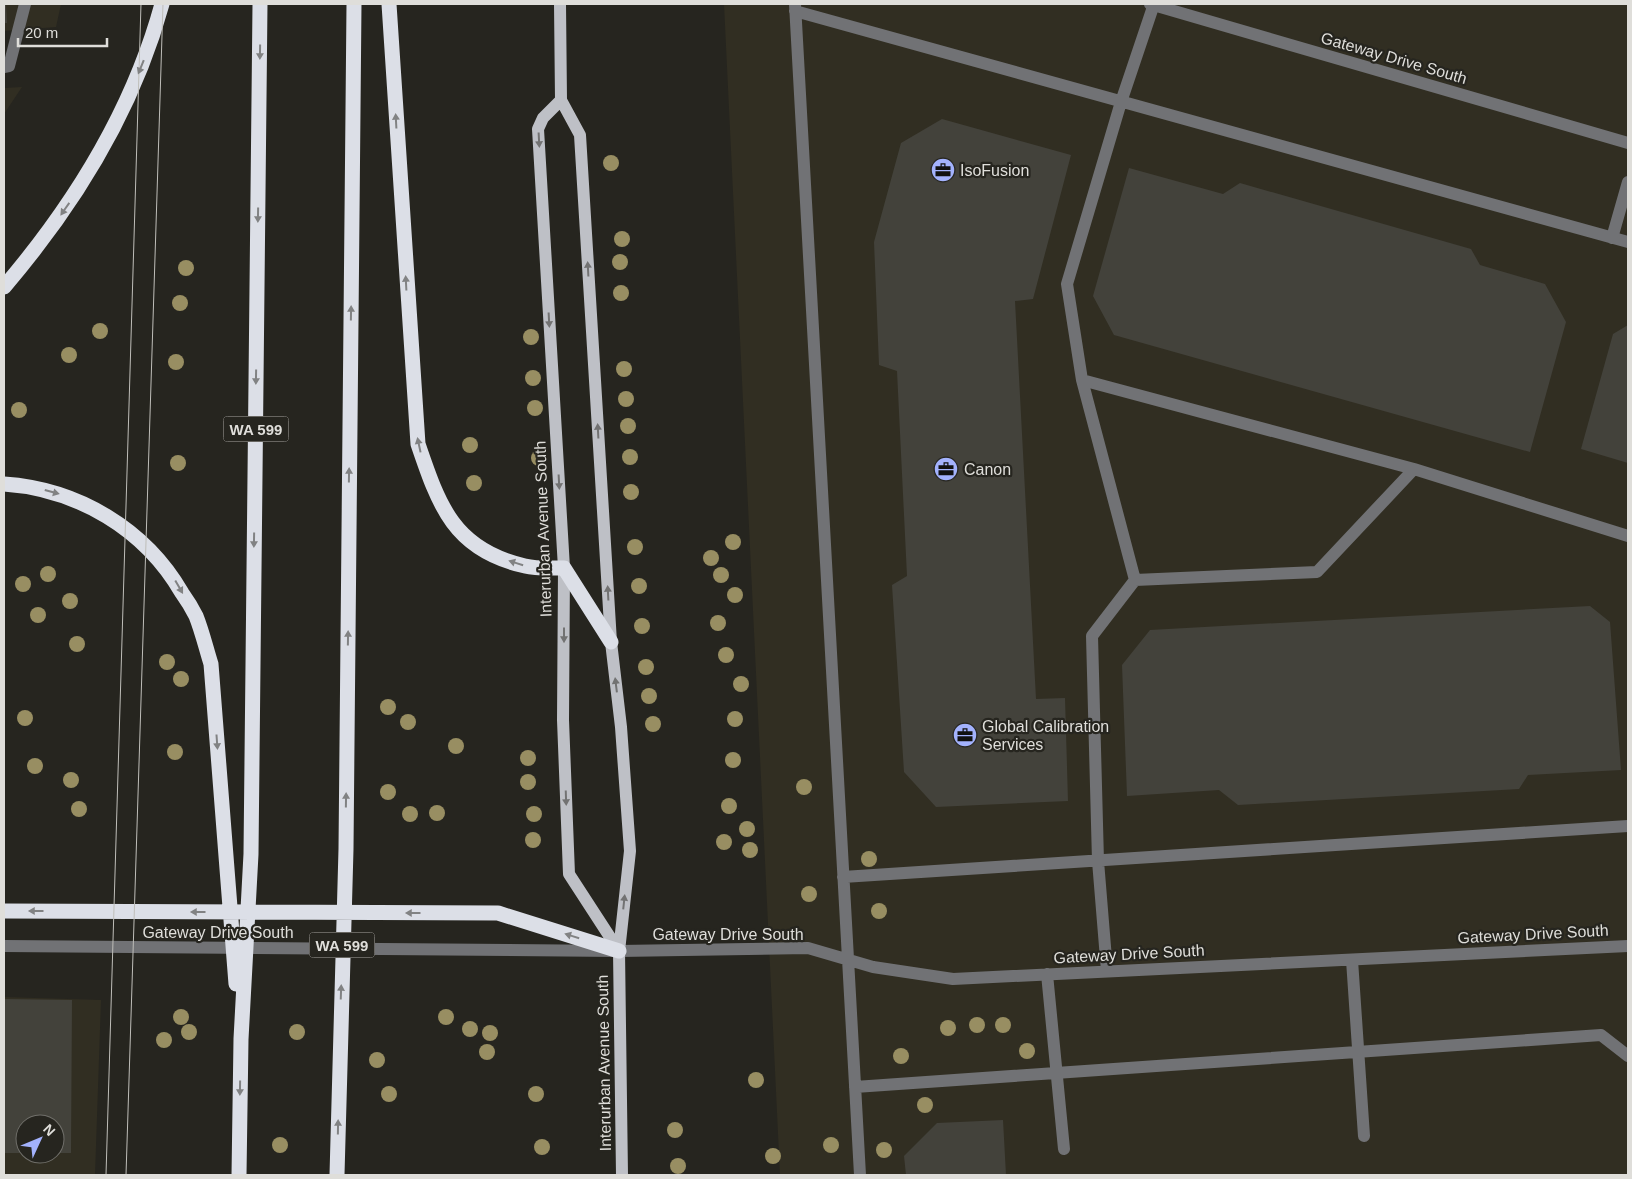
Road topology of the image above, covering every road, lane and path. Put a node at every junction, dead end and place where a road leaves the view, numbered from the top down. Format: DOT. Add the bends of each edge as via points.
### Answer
graph roads {
  1 [pos="25,4"];
  2 [pos="162,4"];
  3 [pos="260,4"];
  4 [pos="354,4"];
  5 [pos="389,4"];
  6 [pos="560,4"];
  7 [pos="1152,4"];
  8 [pos="795,7"];
  9 [pos="7,66"];
  10 [pos="561,100"];
  11 [pos="1121,102"];
  12 [pos="1628,143"];
  13 [pos="1628,182"];
  14 [pos="1612,238"];
  15 [pos="1628,242"];
  16 [pos="4,287"];
  17 [pos="1082,380"];
  18 [pos="1414,470"];
  19 [pos="4,484"];
  20 [pos="1628,536"];
  21 [pos="564,568"];
  22 [pos="1134,580"];
  23 [pos="611,642"];
  24 [pos="1628,826"];
  25 [pos="1098,861"];
  26 [pos="843,877"];
  27 [pos="4,911"];
  28 [pos="4,946"];
  29 [pos="1628,946"];
  30 [pos="619,951"];
  31 [pos="847,959"];
  32 [pos="1352,960"];
  33 [pos="1106,971"];
  34 [pos="1048,974"];
  35 [pos="241,1039"];
  36 [pos="1358,1052"];
  37 [pos="1628,1056"];
  38 [pos="1056,1073"];
  39 [pos="855,1087"];
  40 [pos="1364,1136"];
  41 [pos="1064,1149"];
  42 [pos="239,1175"];
  43 [pos="337,1175"];
  44 [pos="622,1175"];
  45 [pos="860,1175"];
  1 -- 9 [label="street"];
  2 -- 16 [label="highway, one-way" via="152,41 125,108 80,188 35,251"];
  3 -- 35 [label="highway, WA 599, one-way" via="251,854"];
  43 -- 4 [label="highway, WA 599, one-way" via="346,849"];
  21 -- 5 [label="highway, one-way" via="526,567 474,546 444,510 418,444"];
  6 -- 10 [label="main road, Interurban Avenue South"];
  7 -- 11 [label="street"];
  7 -- 12 [label="street, Gateway Drive South"];
  8 -- 11 [label="street"];
  8 -- 26 [label="street"];
  10 -- 21 [label="main road, Interurban Avenue South, one-way" via="542,118 538,129"];
  23 -- 10 [label="main road, Interurban Avenue South, one-way" via="580,135"];
  11 -- 14 [label="street"];
  11 -- 17 [label="street" via="1067,284"];
  13 -- 14 [label="street"];
  14 -- 15 [label="street"];
  17 -- 18 [label="street"];
  17 -- 22 [label="street"];
  18 -- 20 [label="street"];
  18 -- 22 [label="street" via="1318,572"];
  19 -- 35 [label="highway, one-way" via="56,493 118,523 147,546 177,584 195,615 211,664"];
  21 -- 23 [label="highway"];
  21 -- 30 [label="main road, Interurban Avenue South, one-way" via="563,720 569,874"];
  22 -- 25 [label="street" via="1092,636"];
  30 -- 23 [label="main road, Interurban Avenue South, one-way" via="630,851"];
  24 -- 25 [label="street"];
  25 -- 26 [label="street"];
  25 -- 33 [label="street"];
  26 -- 31 [label="street"];
  30 -- 27 [label="highway, one-way" via="498,913"];
  28 -- 30 [label="street, Gateway Drive South"];
  29 -- 32 [label="street, Gateway Drive South"];
  30 -- 31 [label="street, Gateway Drive South" via="808,948"];
  30 -- 44 [label="main road, Interurban Avenue South"];
  31 -- 34 [label="street, Gateway Drive South" via="873,967 953,979"];
  31 -- 39 [label="street"];
  32 -- 33 [label="street, Gateway Drive South"];
  32 -- 36 [label="street"];
  33 -- 34 [label="street, Gateway Drive South"];
  34 -- 38 [label="street"];
  35 -- 42 [label="highway, WA 599, one-way"];
  36 -- 37 [label="street" via="1601,1035"];
  36 -- 38 [label="street"];
  36 -- 40 [label="street"];
  38 -- 39 [label="street"];
  38 -- 41 [label="street"];
  39 -- 45 [label="street"];
}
____________
[Problem details]
Repeat, exactly and in full, all the material above except its pictures.

[Written solution]
Road topology of the image above, covering every road, lane and path. Put a node at every junction, dead end and place where a road leaves the view, numbered from the top down. Format: DOT. Add the bends of each edge as via points.
### Answer
graph roads {
  1 [pos="25,4"];
  2 [pos="162,4"];
  3 [pos="260,4"];
  4 [pos="354,4"];
  5 [pos="389,4"];
  6 [pos="560,4"];
  7 [pos="1152,4"];
  8 [pos="795,7"];
  9 [pos="7,66"];
  10 [pos="561,100"];
  11 [pos="1121,102"];
  12 [pos="1628,143"];
  13 [pos="1628,182"];
  14 [pos="1612,238"];
  15 [pos="1628,242"];
  16 [pos="4,287"];
  17 [pos="1082,380"];
  18 [pos="1414,470"];
  19 [pos="4,484"];
  20 [pos="1628,536"];
  21 [pos="564,568"];
  22 [pos="1134,580"];
  23 [pos="611,642"];
  24 [pos="1628,826"];
  25 [pos="1098,861"];
  26 [pos="843,877"];
  27 [pos="4,911"];
  28 [pos="4,946"];
  29 [pos="1628,946"];
  30 [pos="619,951"];
  31 [pos="847,959"];
  32 [pos="1352,960"];
  33 [pos="1106,971"];
  34 [pos="1048,974"];
  35 [pos="241,1039"];
  36 [pos="1358,1052"];
  37 [pos="1628,1056"];
  38 [pos="1056,1073"];
  39 [pos="855,1087"];
  40 [pos="1364,1136"];
  41 [pos="1064,1149"];
  42 [pos="239,1175"];
  43 [pos="337,1175"];
  44 [pos="622,1175"];
  45 [pos="860,1175"];
  1 -- 9 [label="street"];
  2 -- 16 [label="highway, one-way" via="152,41 125,108 80,188 35,251"];
  3 -- 35 [label="highway, WA 599, one-way" via="251,854"];
  43 -- 4 [label="highway, WA 599, one-way" via="346,849"];
  21 -- 5 [label="highway, one-way" via="526,567 474,546 444,510 418,444"];
  6 -- 10 [label="main road, Interurban Avenue South"];
  7 -- 11 [label="street"];
  7 -- 12 [label="street, Gateway Drive South"];
  8 -- 11 [label="street"];
  8 -- 26 [label="street"];
  10 -- 21 [label="main road, Interurban Avenue South, one-way" via="542,118 538,129"];
  23 -- 10 [label="main road, Interurban Avenue South, one-way" via="580,135"];
  11 -- 14 [label="street"];
  11 -- 17 [label="street" via="1067,284"];
  13 -- 14 [label="street"];
  14 -- 15 [label="street"];
  17 -- 18 [label="street"];
  17 -- 22 [label="street"];
  18 -- 20 [label="street"];
  18 -- 22 [label="street" via="1318,572"];
  19 -- 35 [label="highway, one-way" via="56,493 118,523 147,546 177,584 195,615 211,664"];
  21 -- 23 [label="highway"];
  21 -- 30 [label="main road, Interurban Avenue South, one-way" via="563,720 569,874"];
  22 -- 25 [label="street" via="1092,636"];
  30 -- 23 [label="main road, Interurban Avenue South, one-way" via="630,851"];
  24 -- 25 [label="street"];
  25 -- 26 [label="street"];
  25 -- 33 [label="street"];
  26 -- 31 [label="street"];
  30 -- 27 [label="highway, one-way" via="498,913"];
  28 -- 30 [label="street, Gateway Drive South"];
  29 -- 32 [label="street, Gateway Drive South"];
  30 -- 31 [label="street, Gateway Drive South" via="808,948"];
  30 -- 44 [label="main road, Interurban Avenue South"];
  31 -- 34 [label="street, Gateway Drive South" via="873,967 953,979"];
  31 -- 39 [label="street"];
  32 -- 33 [label="street, Gateway Drive South"];
  32 -- 36 [label="street"];
  33 -- 34 [label="street, Gateway Drive South"];
  34 -- 38 [label="street"];
  35 -- 42 [label="highway, WA 599, one-way"];
  36 -- 37 [label="street" via="1601,1035"];
  36 -- 38 [label="street"];
  36 -- 40 [label="street"];
  38 -- 39 [label="street"];
  38 -- 41 [label="street"];
  39 -- 45 [label="street"];
}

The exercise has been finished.